What exactly is a data disaster recovery plan?
In most modern usages, data recovery refers to the ability to get back records and information you may have lost access to. A disaster that affects data could be a natural event like a earthquake, a flood or a tornado, or it could be a manmade incident such as a factory explosion or a cyberattack.

Making a disaster recovery plan depends on first understanding what you are trying to recover in the case of a disaster, meaning what your data is, where it is stored and how it is accessed. If you store data on physical servers on-site at your business, they may be more vulnerable to natural disaster. A fire, flood or earthquake could damage your data storage setup and wipe out years of accumulated information that is critical to running your business.

In the face of a disaster, it's assumed that your business can be utterly disrupted and you become unable to effectively provide your customers or clients with what they need. When your data is lost or compromised, everything from customer accounts and orders to shipping information and vendor schedules can become inaccessible. How can you service your customers if you don't know who they are, where they are and what they purchased?

Your data disaster recovery plan (DDRP) can cover all eventualities and potential points of breakdown, from the location of your data and the routes through which it can be accessed to the details-level planning of your organization's IT infrastructure and applications.
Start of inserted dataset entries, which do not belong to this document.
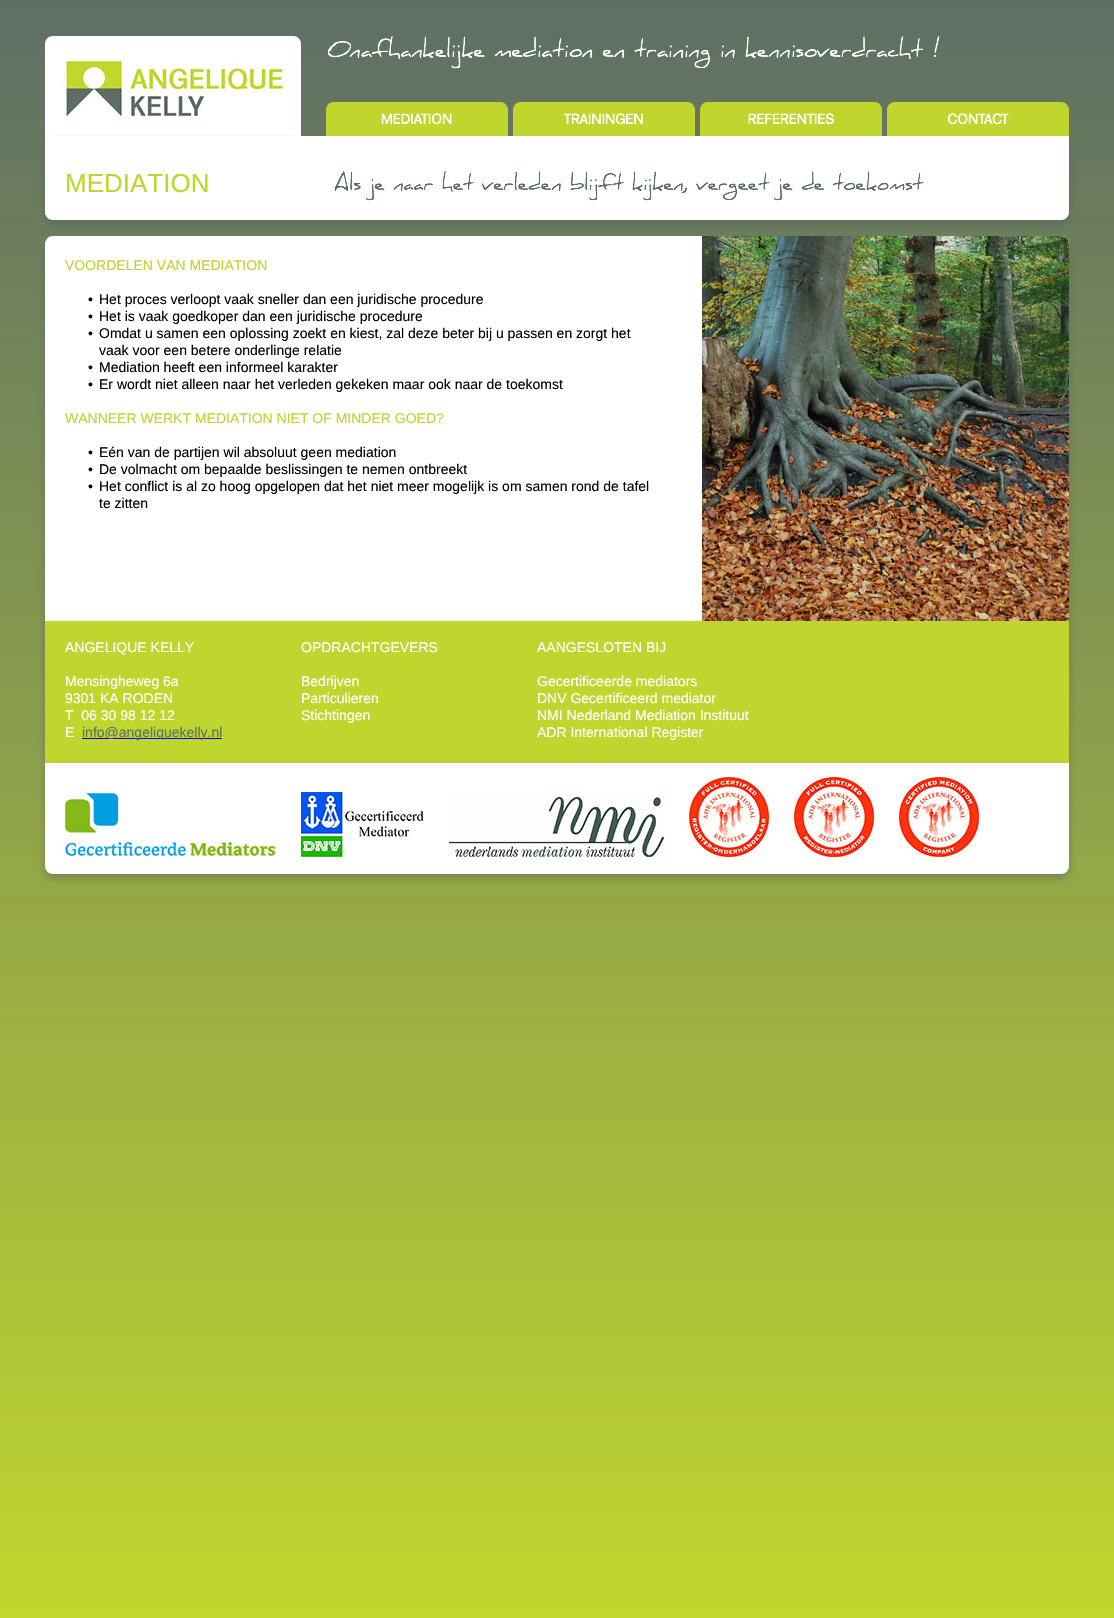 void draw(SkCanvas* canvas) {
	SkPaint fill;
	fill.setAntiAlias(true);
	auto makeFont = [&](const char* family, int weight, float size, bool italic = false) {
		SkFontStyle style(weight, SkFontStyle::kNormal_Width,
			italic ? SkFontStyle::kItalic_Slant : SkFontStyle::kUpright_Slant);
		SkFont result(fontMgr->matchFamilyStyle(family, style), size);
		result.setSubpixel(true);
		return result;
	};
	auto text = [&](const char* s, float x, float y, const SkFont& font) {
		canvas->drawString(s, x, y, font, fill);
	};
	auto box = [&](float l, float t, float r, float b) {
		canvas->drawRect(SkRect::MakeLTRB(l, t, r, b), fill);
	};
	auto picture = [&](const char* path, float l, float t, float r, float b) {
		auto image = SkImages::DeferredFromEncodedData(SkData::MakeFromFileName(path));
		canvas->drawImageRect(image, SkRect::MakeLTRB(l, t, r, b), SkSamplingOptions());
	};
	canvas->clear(0xFFFFFFFF);
	{
		const SkColor colors[] = {0xFF5E6E65, 0xFFC1D72E};
		const float stops[] = {0, 1};
		const SkPoint ends[] = {{557, 0}, {557, 1618}};
		fill.setShader(SkGradientShader::MakeLinear(ends, colors, stops, 2, SkTileMode::kClamp));
		fill.setAlpha(255);
	}
	box(0, 0, 1114, 1618);
	fill.setShader(nullptr);
	fill.setColor(0xFFFFFFFF);
	canvas->drawPath(SkPathBuilder().moveTo(53, 36).lineTo(293, 36).cubicTo(297.5f, 36, 301, 39.5f, 301, 44).lineTo(301, 136).lineTo(45, 136).lineTo(45, 44).cubicTo(45, 39.5f, 48.5f, 36, 53, 36).close().detach(), fill);
	picture("image0.png", 61, 61, 285, 117);
	picture("image1.png", 327, 36, 940, 69);
	fill.setColor(0x804E5F55);
	fill.setMaskFilter(SkMaskFilter::MakeBlur(kNormal_SkBlurStyle, 4));
	canvas->drawRoundRect(SkRect::MakeLTRB(45, 142, 1069, 226), 8, 8, fill);
	fill.setMaskFilter(nullptr);
	fill.setColor(0xFFC0D62E);
	canvas->drawPath(SkPathBuilder().moveTo(334, 102).lineTo(500, 102).cubicTo(504.5f, 102, 508, 105.5f, 508, 110).lineTo(508, 136).lineTo(326, 136).lineTo(326, 110).cubicTo(326, 105.5f, 329.5f, 102, 334, 102).close().detach(), fill);
	picture("image2.png", 381, 113, 452, 125);
	canvas->drawPath(SkPathBuilder().moveTo(521, 102).lineTo(687, 102).cubicTo(691.5f, 102, 695, 105.5f, 695, 110).lineTo(695, 136).lineTo(513, 136).lineTo(513, 110).cubicTo(513, 105.5f, 516.5f, 102, 521, 102).close().detach(), fill);
	picture("image3.png", 563, 113, 643, 125);
	canvas->drawPath(SkPathBuilder().moveTo(708, 102).lineTo(874, 102).cubicTo(878.5f, 102, 882, 105.5f, 882, 110).lineTo(882, 136).lineTo(700, 136).lineTo(700, 110).cubicTo(700, 105.5f, 703.5f, 102, 708, 102).close().detach(), fill);
	picture("image4.png", 748, 113, 834, 125);
	canvas->drawPath(SkPathBuilder().moveTo(895, 102).lineTo(1061, 102).cubicTo(1065.5f, 102, 1069, 105.5f, 1069, 110).lineTo(1069, 136).lineTo(887, 136).lineTo(887, 110).cubicTo(887, 105.5f, 890.5f, 102, 895, 102).close().detach(), fill);
	picture("image5.png", 947, 113, 1009, 125);
	fill.setColor(0xFFFFFFFF);
	canvas->drawPath(SkPathBuilder().moveTo(45, 136).lineTo(1069, 136).lineTo(1069, 212).cubicTo(1069, 216.5f, 1065.5f, 220, 1061, 220).lineTo(53, 220).cubicTo(48.5f, 220, 45, 216.5f, 45, 212).close().detach(), fill);
	picture("image6.png", 334, 171, 924, 201);
	fill.setColor(0x804E5F55);
	fill.setMaskFilter(SkMaskFilter::MakeBlur(kNormal_SkBlurStyle, 4));
	canvas->drawRoundRect(SkRect::MakeLTRB(45, 244, 1069, 630), 8, 8, fill);
	fill.setMaskFilter(nullptr);
	fill.setColor(0xFFFFFFFF);
	canvas->drawPath(SkPathBuilder().moveTo(53, 236).lineTo(1061, 236).cubicTo(1065.5f, 236, 1069, 239.5f, 1069, 244).lineTo(1069, 622).lineTo(45, 622).lineTo(45, 244).cubicTo(45, 239.5f, 48.5f, 236, 53, 236).close().detach(), fill);
	fill.setColor(0x804E5F55);
	fill.setMaskFilter(SkMaskFilter::MakeBlur(kNormal_SkBlurStyle, 4));
	canvas->drawRect(SkRect::MakeLTRB(45, 625, 1069, 767), fill);
	fill.setMaskFilter(nullptr);
	picture("image7.png", 702, 236, 1069, 621);
	fill.setColor(0xFFC0D62E);
	box(45, 621, 1069, 763);
	fill.setColor(0xFF0000FF);
	box(82, 738, 222, 739);
	fill.setColor(0x804E5F55);
	fill.setMaskFilter(SkMaskFilter::MakeBlur(kNormal_SkBlurStyle, 4));
	canvas->drawRoundRect(SkRect::MakeLTRB(45, 767, 1069, 878), 8, 8, fill);
	fill.setMaskFilter(nullptr);
	fill.setColor(0xFFFFFFFF);
	canvas->drawPath(SkPathBuilder().moveTo(45, 763).lineTo(1069, 763).lineTo(1069, 866).cubicTo(1069, 870.5f, 1065.5f, 874, 1061, 874).lineTo(53, 874).cubicTo(48.5f, 874, 45, 870.5f, 45, 866).close().detach(), fill);
	picture("image8.png", 65, 792, 276, 857);
	picture("image9.png", 301, 792, 424, 857);
	picture("image10.png", 449, 797, 664, 857);
	picture("image11.png", 689, 777, 769, 857);
	picture("image12.png", 794, 777, 874, 857);
	picture("image13.png", 899, 777, 979, 857);
	auto font1 = makeFont("Liberation Sans", 400, 26);
	fill.setColor(0xFFBFD52E);
	text("MEDIATION", 65, 192, font1);
	auto font2 = makeFont("Liberation Sans", 400, 14);
	text("VOORDELEN VAN MEDIATION", 65, 270, font2);
	fill.setColor(0xFF000000);
	text("•", 88, 304, font2);
	text("Het proces verloopt vaak sneller dan een juridische procedure", 99, 304, font2);
	text("•", 88, 321, font2);
	text("Het is vaak goedkoper dan een juridische procedure", 99, 321, font2);
	text("•", 88, 338, font2);
	text("Omdat u samen een oplossing zoekt en kiest, zal deze beter bij u passen en zorgt het", 99, 338, font2);
	text("vaak voor een betere onderlinge relatie", 99, 355, font2);
	text("•", 88, 372, font2);
	text("Mediation heeft een informeel karakter", 99, 372, font2);
	text("•", 88, 389, font2);
	text("Er wordt niet alleen naar het verleden gekeken maar ook naar de toekomst", 99, 389, font2);
	fill.setColor(0xFFBFD52E);
	text("WANNEER WERKT MEDIATION NIET OF MINDER GOED?", 65, 423, font2);
	fill.setColor(0xFF000000);
	text("•", 88, 457, font2);
	text("Eén van de partijen wil absoluut geen mediation", 99, 457, font2);
	text("•", 88, 474, font2);
	text("De volmacht om bepaalde beslissingen te nemen ontbreekt", 99, 474, font2);
	text("•", 88, 491, font2);
	text("Het conflict is al zo hoog opgelopen dat het niet meer mogelijk is om samen rond de tafel", 99, 491, font2);
	text("te zitten", 99, 508, font2);
	fill.setColor(0xFFFFFFFF);
	text("ANGELIQUE KELLY", 65, 652, font2);
	text("Mensingheweg 6a", 65, 686, font2);
	text("9301 KA RODEN", 65, 703, font2);
	text("T  06 30 98 12 12", 65, 720, font2);
	text("E", 65, 737, font2);
	fill.setColor(0xFF5E6E65);
	text("info@angeliquekelly.nl", 82, 737, font2);
	fill.setColor(0xFFFFFFFF);
	text("OPDRACHTGEVERS", 301, 652, font2);
	text("Bedrijven", 301, 686, font2);
	text("Particulieren", 301, 703, font2);
	text("Stichtingen", 301, 720, font2);
	text("AANGESLOTEN BIJ", 537, 652, font2);
	text("Gecertificeerde mediators", 537, 686, font2);
	text("DNV Gecertificeerd mediator", 537, 703, font2);
	text("NMI Nederland Mediation Instituut", 537, 720, font2);
	text("ADR International Register", 537, 737, font2);
}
The goal of your DDRP is to allow your IT department to regain enough data and functionality of internal systems to operate your business, even if it is at reduced level of profitability and productivity. VXchange notes that testing your plan in a simulated disaster should be the final step of this process.

Where is your data? 
Where your data is stored will dictate how your plan is laid out.

If your data is stored in a physical, on-site data center, consider using a virtualization service to create a virtual version of all IT resources including your servers, applications and networks. The data is all stored in an off-site host, and if something happens at your physical location, a full restoration of your system can be completed without rebuilding servers or taking weeks to regain access to critical data and applications. Disaster recovery as a service (DRaaS) means a third-party provider hosts and runs a secondary hot site for your data, allowing them to rebuild and ship servers to your physical location on demand. IBM recommends having a second set of servers always ready to go that you can switch to if needed.

If your data is stored in the cloud, the likelihood of a physical disaster causing havoc is less. The more pressing issue is cybersecurity. You'll need to have a backup of all data in case there was a breach into your cloud provider's network, in case your customers' data is leaked. Cloud-based disaster recovery may be provided by your vendor, but it's wise to have another backup as well in case they were to be completely compromised.